Start of Input data
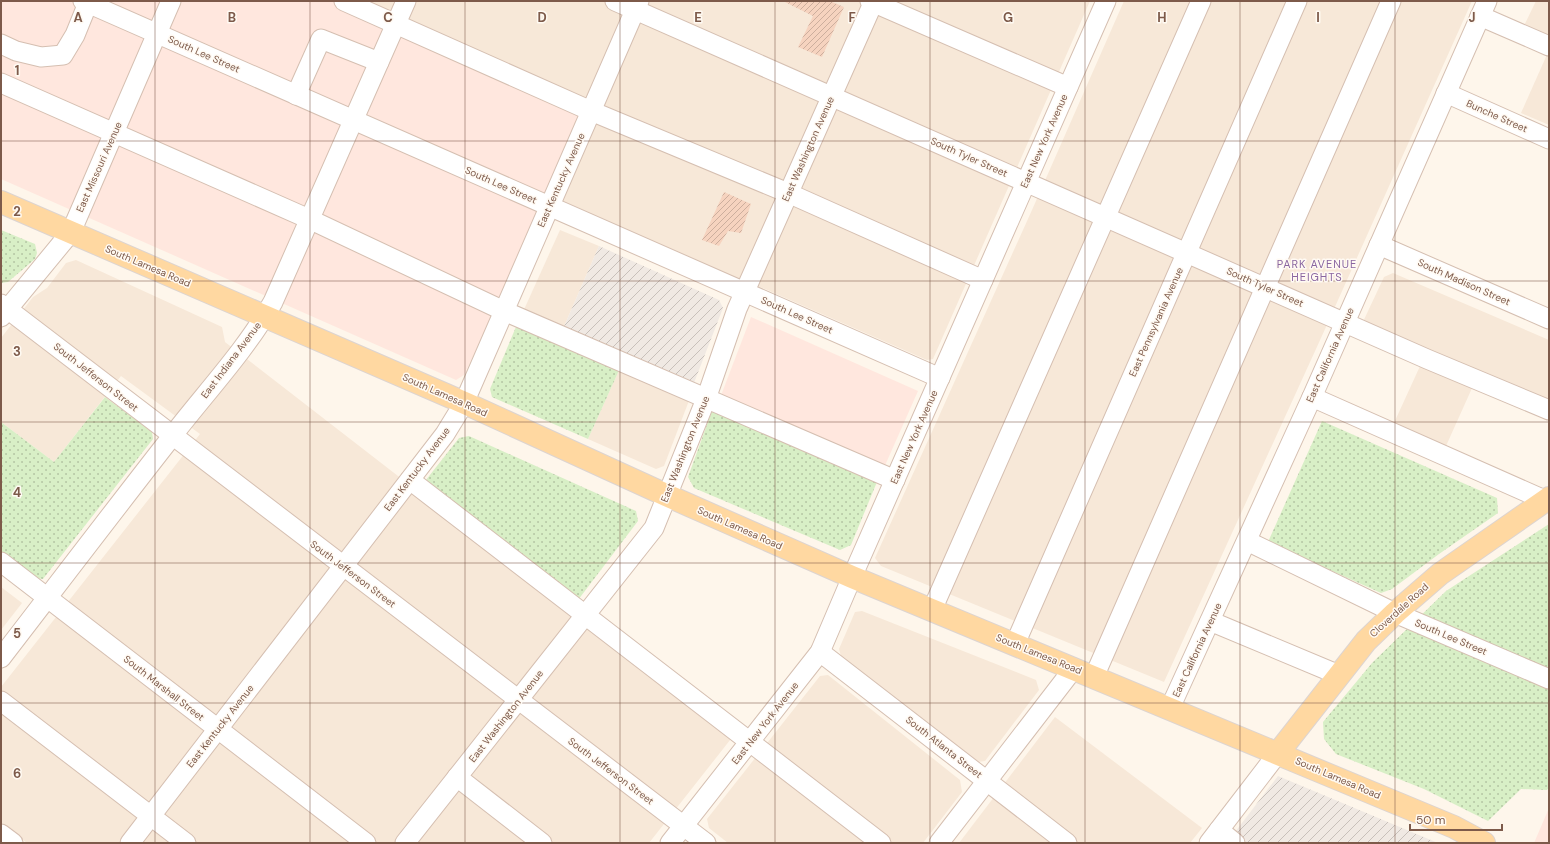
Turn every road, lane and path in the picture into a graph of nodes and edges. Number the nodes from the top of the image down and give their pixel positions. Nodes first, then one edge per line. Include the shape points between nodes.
1 (171, 1) edge
2 (344, 1) edge
3 (406, 1) edge
4 (615, 1) edge
5 (872, 1) edge
6 (1106, 1) edge
7 (1201, 1) edge
8 (1297, 1) edge
9 (1391, 1) edge
10 (86, 2) edge
11 (637, 6) edge
12 (1484, 8) edge
13 (396, 24) junction
14 (158, 34) junction
15 (1, 44) edge
16 (1549, 46) edge
17 (379, 62) junction
18 (1, 82) edge
19 (1068, 87) junction
20 (1446, 93) junction
21 (296, 95) junction
22 (831, 96) junction
23 (591, 111) junction
24 (353, 120) junction
25 (115, 132) junction
26 (1549, 139) edge
27 (1026, 183) junction
28 (788, 194) junction
29 (1, 202) edge
30 (550, 206) junction
31 (1106, 217) junction
32 (309, 219) junction
33 (71, 232) junction
34 (1379, 245) junction
35 (1186, 253) junction
36 (983, 280) junction
37 (1265, 287) junction
38 (744, 292) junction
39 (3, 310) edge
40 (504, 311) junction
41 (265, 316) junction
42 (1549, 319) edge
43 (1345, 323) junction
44 (940, 378) junction
45 (1312, 397) junction
46 (706, 399) junction
47 (464, 403) junction
48 (1549, 410) edge
49 (172, 436) junction
50 (410, 480) junction
51 (895, 480) junction
52 (666, 495) junction
53 (1548, 500) edge
54 (1247, 541) junction
55 (1, 562) edge
56 (343, 566) junction
57 (852, 577) junction
58 (48, 598) junction
59 (932, 610) junction
60 (1395, 613) junction
61 (584, 616) junction
62 (1210, 620) junction
63 (1015, 644) junction
64 (820, 652) junction
65 (1, 658) edge
66 (1074, 668) junction
67 (1339, 675) junction
68 (1094, 677) junction
69 (1549, 679) edge
70 (518, 700) junction
71 (1, 701) edge
72 (1170, 708) junction
73 (218, 729) junction
74 (750, 741) junction
75 (1278, 753) junction
76 (457, 777) junction
77 (987, 781) junction
78 (151, 815) junction
79 (1440, 821) junction
80 (684, 826) junction
81 (1, 834) edge
82 (1214, 837) edge
83 (13, 843) edge
84 (130, 843) edge
85 (186, 843) edge
86 (366, 843) edge
87 (405, 843) edge
88 (542, 843) edge
89 (670, 843) edge
90 (706, 843) edge
91 (882, 843) edge
92 (940, 843) edge
93 (1067, 843) edge
94 (1235, 843) edge
95 (1457, 843) edge
96 (1484, 843) edge

1 - 14 street, East Missouri Avenue
2 - 13 street
3 - 13 street, East Indiana Avenue
4 - 11 street, South Tyler Street
5 - 19 street
5 - 22 street, East Washington Avenue
6 - 19 street, East New York Avenue
7 - 31 street
8 - 35 street, East Pennsylvania Avenue
9 - 37 street
10 - 14 street, South Lee Street
10 - 15 street via 75,34 64,55 40,57
11 - 22 street, South Tyler Street
11 - 23 street, East Kentucky Avenue
12 - 16 street
12 - 20 street, East California Avenue
13 - 17 street, East Indiana Avenue
13 - 23 street
14 - 21 street, South Lee Street
14 - 25 street, East Missouri Avenue
17 - 21 street via 321,39
17 - 24 street, East Indiana Avenue
18 - 25 street
19 - 27 street, East New York Avenue
20 - 26 street, Bunche Street
20 - 34 street, East California Avenue
21 - 24 street, South Lee Street
22 - 27 street, South Tyler Street
22 - 28 street, East Washington Avenue
23 - 28 street
23 - 30 street, East Kentucky Avenue
24 - 30 street, South Lee Street
24 - 32 street, East Indiana Avenue
25 - 32 street
25 - 33 street, East Missouri Avenue
27 - 31 street, South Tyler Street
27 - 36 street, East New York Avenue
28 - 36 street
28 - 38 street, East Washington Avenue
29 - 33 main road, South Lamesa Road
30 - 38 street, South Lee Street
30 - 40 street, East Kentucky Avenue
31 - 35 street, South Tyler Street
31 - 59 street
32 - 40 street
32 - 41 street, East Indiana Avenue
33 - 39 street, East Missouri Avenue
33 - 41 main road, South Lamesa Road
34 - 42 street, South Madison Street
34 - 43 street, East California Avenue
35 - 37 street, South Tyler Street
35 - 63 street, East Pennsylvania Avenue
36 - 44 street, East New York Avenue
37 - 43 street, South Tyler Street
37 - 68 street
38 - 44 street, South Lee Street
38 - 46 street, East Washington Avenue
39 - 49 street, South Jefferson Street
40 - 46 street
40 - 47 street, East Kentucky Avenue
41 - 47 main road, South Lamesa Road
41 - 49 street, East Indiana Avenue
43 - 45 street, East California Avenue
43 - 48 street, South Tyler Street
44 - 51 street, East New York Avenue
45 - 53 street
45 - 54 street, East California Avenue
46 - 51 street
46 - 52 street, East Washington Avenue
47 - 50 street, East Kentucky Avenue via 445,434
47 - 52 main road, South Lamesa Road
49 - 56 street, South Jefferson Street
49 - 58 street, East Indiana Avenue
50 - 56 street, East Kentucky Avenue
50 - 61 street
51 - 57 street, East New York Avenue
52 - 57 main road, South Lamesa Road
52 - 61 street, East Washington Avenue via 654,528
53 - 60 main road, Cloverdale Road via 1440,574
54 - 60 street, South Lee Street
54 - 62 street, East California Avenue
55 - 58 street, South Marshall Street
56 - 70 street, South Jefferson Street
56 - 73 street, East Kentucky Avenue
57 - 59 main road, South Lamesa Road
57 - 64 street, East New York Avenue
58 - 65 street, East Indiana Avenue
58 - 73 street, South Marshall Street
59 - 63 main road, South Lamesa Road
60 - 67 main road, Cloverdale Road via 1366,641
60 - 69 street, South Lee Street
61 - 70 street, East Washington Avenue
61 - 74 street
62 - 67 street
62 - 72 street, East California Avenue
63 - 66 main road, South Lamesa Road
64 - 74 street, East New York Avenue
64 - 77 street, South Atlanta Street
66 - 68 main road, South Lamesa Road
66 - 77 street
67 - 75 main road, Cloverdale Road
68 - 72 main road, South Lamesa Road
70 - 76 street, East Washington Avenue
70 - 80 street, South Jefferson Street
71 - 78 street
72 - 75 main road, South Lamesa Road
73 - 78 street, East Kentucky Avenue
73 - 86 street, South Marshall Street
74 - 80 street, East New York Avenue
74 - 91 street
75 - 79 main road, South Lamesa Road
75 - 82 street
76 - 87 street, East Washington Avenue
76 - 88 street
77 - 92 street
77 - 93 street, South Atlanta Street
78 - 84 street, East Kentucky Avenue
78 - 85 street
79 - 95 main road
79 - 96 main road, South Lamesa Road
80 - 89 street, East New York Avenue
80 - 90 street, South Jefferson Street
81 - 83 street
82 - 94 street

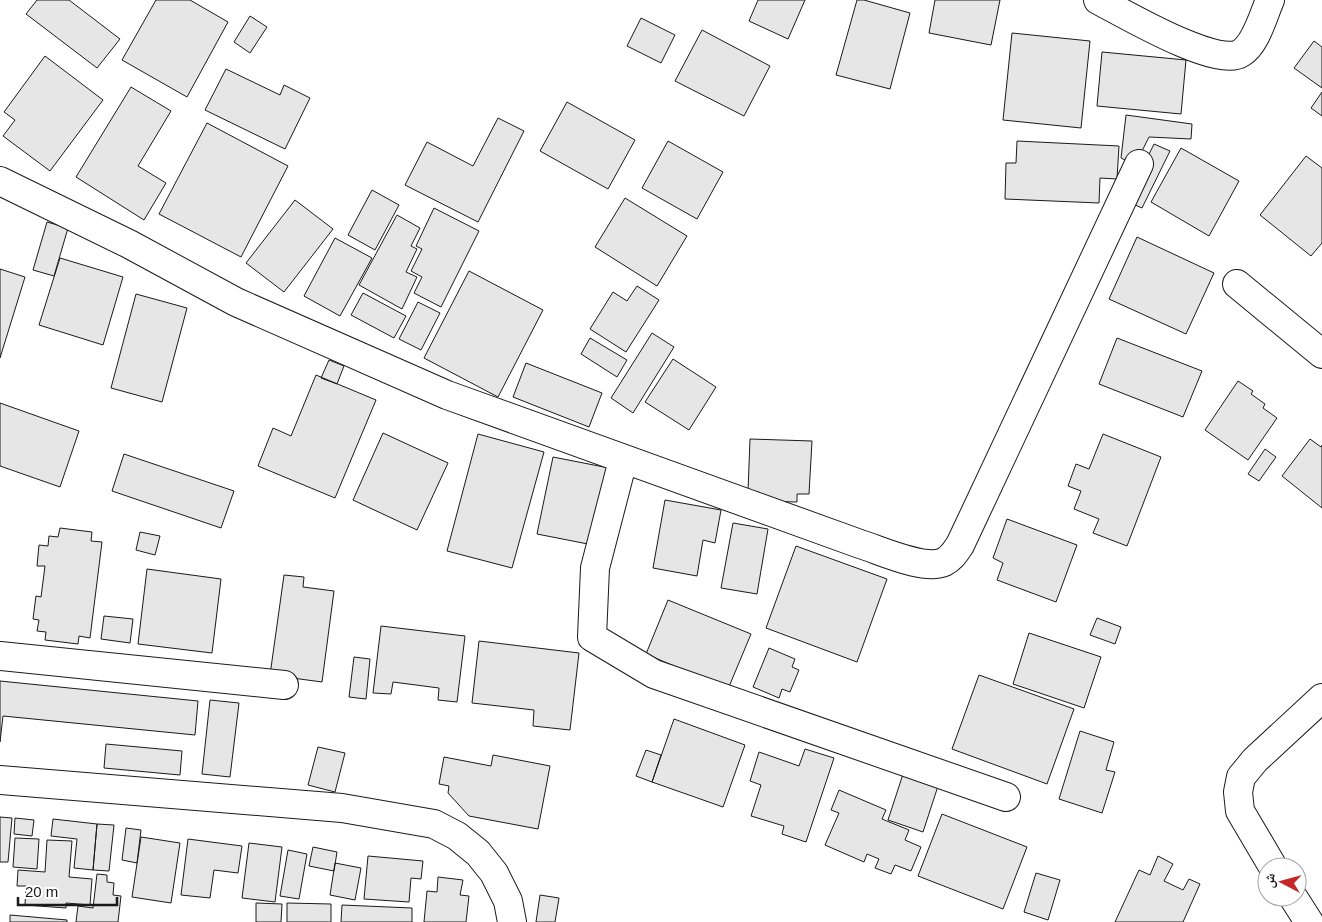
End of Input data
[What the exercise asks]
Every record must be copied exactly, with images dropped from the result.

[Written response]
Turn every road, lane and path in the picture into a graph of nodes and edges. Number the nodes from the top of the image down and give their pixel positions. Nodes first, then one edge per line. Include the shape points between nodes.
1 (171, 1) edge
2 (344, 1) edge
3 (406, 1) edge
4 (615, 1) edge
5 (872, 1) edge
6 (1106, 1) edge
7 (1201, 1) edge
8 (1297, 1) edge
9 (1391, 1) edge
10 (86, 2) edge
11 (637, 6) edge
12 (1484, 8) edge
13 (396, 24) junction
14 (158, 34) junction
15 (1, 44) edge
16 (1549, 46) edge
17 (379, 62) junction
18 (1, 82) edge
19 (1068, 87) junction
20 (1446, 93) junction
21 (296, 95) junction
22 (831, 96) junction
23 (591, 111) junction
24 (353, 120) junction
25 (115, 132) junction
26 (1549, 139) edge
27 (1026, 183) junction
28 (788, 194) junction
29 (1, 202) edge
30 (550, 206) junction
31 (1106, 217) junction
32 (309, 219) junction
33 (71, 232) junction
34 (1379, 245) junction
35 (1186, 253) junction
36 (983, 280) junction
37 (1265, 287) junction
38 (744, 292) junction
39 (3, 310) edge
40 (504, 311) junction
41 (265, 316) junction
42 (1549, 319) edge
43 (1345, 323) junction
44 (940, 378) junction
45 (1312, 397) junction
46 (706, 399) junction
47 (464, 403) junction
48 (1549, 410) edge
49 (172, 436) junction
50 (410, 480) junction
51 (895, 480) junction
52 (666, 495) junction
53 (1548, 500) edge
54 (1247, 541) junction
55 (1, 562) edge
56 (343, 566) junction
57 (852, 577) junction
58 (48, 598) junction
59 (932, 610) junction
60 (1395, 613) junction
61 (584, 616) junction
62 (1210, 620) junction
63 (1015, 644) junction
64 (820, 652) junction
65 (1, 658) edge
66 (1074, 668) junction
67 (1339, 675) junction
68 (1094, 677) junction
69 (1549, 679) edge
70 (518, 700) junction
71 (1, 701) edge
72 (1170, 708) junction
73 (218, 729) junction
74 (750, 741) junction
75 (1278, 753) junction
76 (457, 777) junction
77 (987, 781) junction
78 (151, 815) junction
79 (1440, 821) junction
80 (684, 826) junction
81 (1, 834) edge
82 (1214, 837) edge
83 (13, 843) edge
84 (130, 843) edge
85 (186, 843) edge
86 (366, 843) edge
87 (405, 843) edge
88 (542, 843) edge
89 (670, 843) edge
90 (706, 843) edge
91 (882, 843) edge
92 (940, 843) edge
93 (1067, 843) edge
94 (1235, 843) edge
95 (1457, 843) edge
96 (1484, 843) edge

1 - 14 street, East Missouri Avenue
2 - 13 street
3 - 13 street, East Indiana Avenue
4 - 11 street, South Tyler Street
5 - 19 street
5 - 22 street, East Washington Avenue
6 - 19 street, East New York Avenue
7 - 31 street
8 - 35 street, East Pennsylvania Avenue
9 - 37 street
10 - 14 street, South Lee Street
10 - 15 street via 75,34 64,55 40,57
11 - 22 street, South Tyler Street
11 - 23 street, East Kentucky Avenue
12 - 16 street
12 - 20 street, East California Avenue
13 - 17 street, East Indiana Avenue
13 - 23 street
14 - 21 street, South Lee Street
14 - 25 street, East Missouri Avenue
17 - 21 street via 321,39
17 - 24 street, East Indiana Avenue
18 - 25 street
19 - 27 street, East New York Avenue
20 - 26 street, Bunche Street
20 - 34 street, East California Avenue
21 - 24 street, South Lee Street
22 - 27 street, South Tyler Street
22 - 28 street, East Washington Avenue
23 - 28 street
23 - 30 street, East Kentucky Avenue
24 - 30 street, South Lee Street
24 - 32 street, East Indiana Avenue
25 - 32 street
25 - 33 street, East Missouri Avenue
27 - 31 street, South Tyler Street
27 - 36 street, East New York Avenue
28 - 36 street
28 - 38 street, East Washington Avenue
29 - 33 main road, South Lamesa Road
30 - 38 street, South Lee Street
30 - 40 street, East Kentucky Avenue
31 - 35 street, South Tyler Street
31 - 59 street
32 - 40 street
32 - 41 street, East Indiana Avenue
33 - 39 street, East Missouri Avenue
33 - 41 main road, South Lamesa Road
34 - 42 street, South Madison Street
34 - 43 street, East California Avenue
35 - 37 street, South Tyler Street
35 - 63 street, East Pennsylvania Avenue
36 - 44 street, East New York Avenue
37 - 43 street, South Tyler Street
37 - 68 street
38 - 44 street, South Lee Street
38 - 46 street, East Washington Avenue
39 - 49 street, South Jefferson Street
40 - 46 street
40 - 47 street, East Kentucky Avenue
41 - 47 main road, South Lamesa Road
41 - 49 street, East Indiana Avenue
43 - 45 street, East California Avenue
43 - 48 street, South Tyler Street
44 - 51 street, East New York Avenue
45 - 53 street
45 - 54 street, East California Avenue
46 - 51 street
46 - 52 street, East Washington Avenue
47 - 50 street, East Kentucky Avenue via 445,434
47 - 52 main road, South Lamesa Road
49 - 56 street, South Jefferson Street
49 - 58 street, East Indiana Avenue
50 - 56 street, East Kentucky Avenue
50 - 61 street
51 - 57 street, East New York Avenue
52 - 57 main road, South Lamesa Road
52 - 61 street, East Washington Avenue via 654,528
53 - 60 main road, Cloverdale Road via 1440,574
54 - 60 street, South Lee Street
54 - 62 street, East California Avenue
55 - 58 street, South Marshall Street
56 - 70 street, South Jefferson Street
56 - 73 street, East Kentucky Avenue
57 - 59 main road, South Lamesa Road
57 - 64 street, East New York Avenue
58 - 65 street, East Indiana Avenue
58 - 73 street, South Marshall Street
59 - 63 main road, South Lamesa Road
60 - 67 main road, Cloverdale Road via 1366,641
60 - 69 street, South Lee Street
61 - 70 street, East Washington Avenue
61 - 74 street
62 - 67 street
62 - 72 street, East California Avenue
63 - 66 main road, South Lamesa Road
64 - 74 street, East New York Avenue
64 - 77 street, South Atlanta Street
66 - 68 main road, South Lamesa Road
66 - 77 street
67 - 75 main road, Cloverdale Road
68 - 72 main road, South Lamesa Road
70 - 76 street, East Washington Avenue
70 - 80 street, South Jefferson Street
71 - 78 street
72 - 75 main road, South Lamesa Road
73 - 78 street, East Kentucky Avenue
73 - 86 street, South Marshall Street
74 - 80 street, East New York Avenue
74 - 91 street
75 - 79 main road, South Lamesa Road
75 - 82 street
76 - 87 street, East Washington Avenue
76 - 88 street
77 - 92 street
77 - 93 street, South Atlanta Street
78 - 84 street, East Kentucky Avenue
78 - 85 street
79 - 95 main road
79 - 96 main road, South Lamesa Road
80 - 89 street, East New York Avenue
80 - 90 street, South Jefferson Street
81 - 83 street
82 - 94 street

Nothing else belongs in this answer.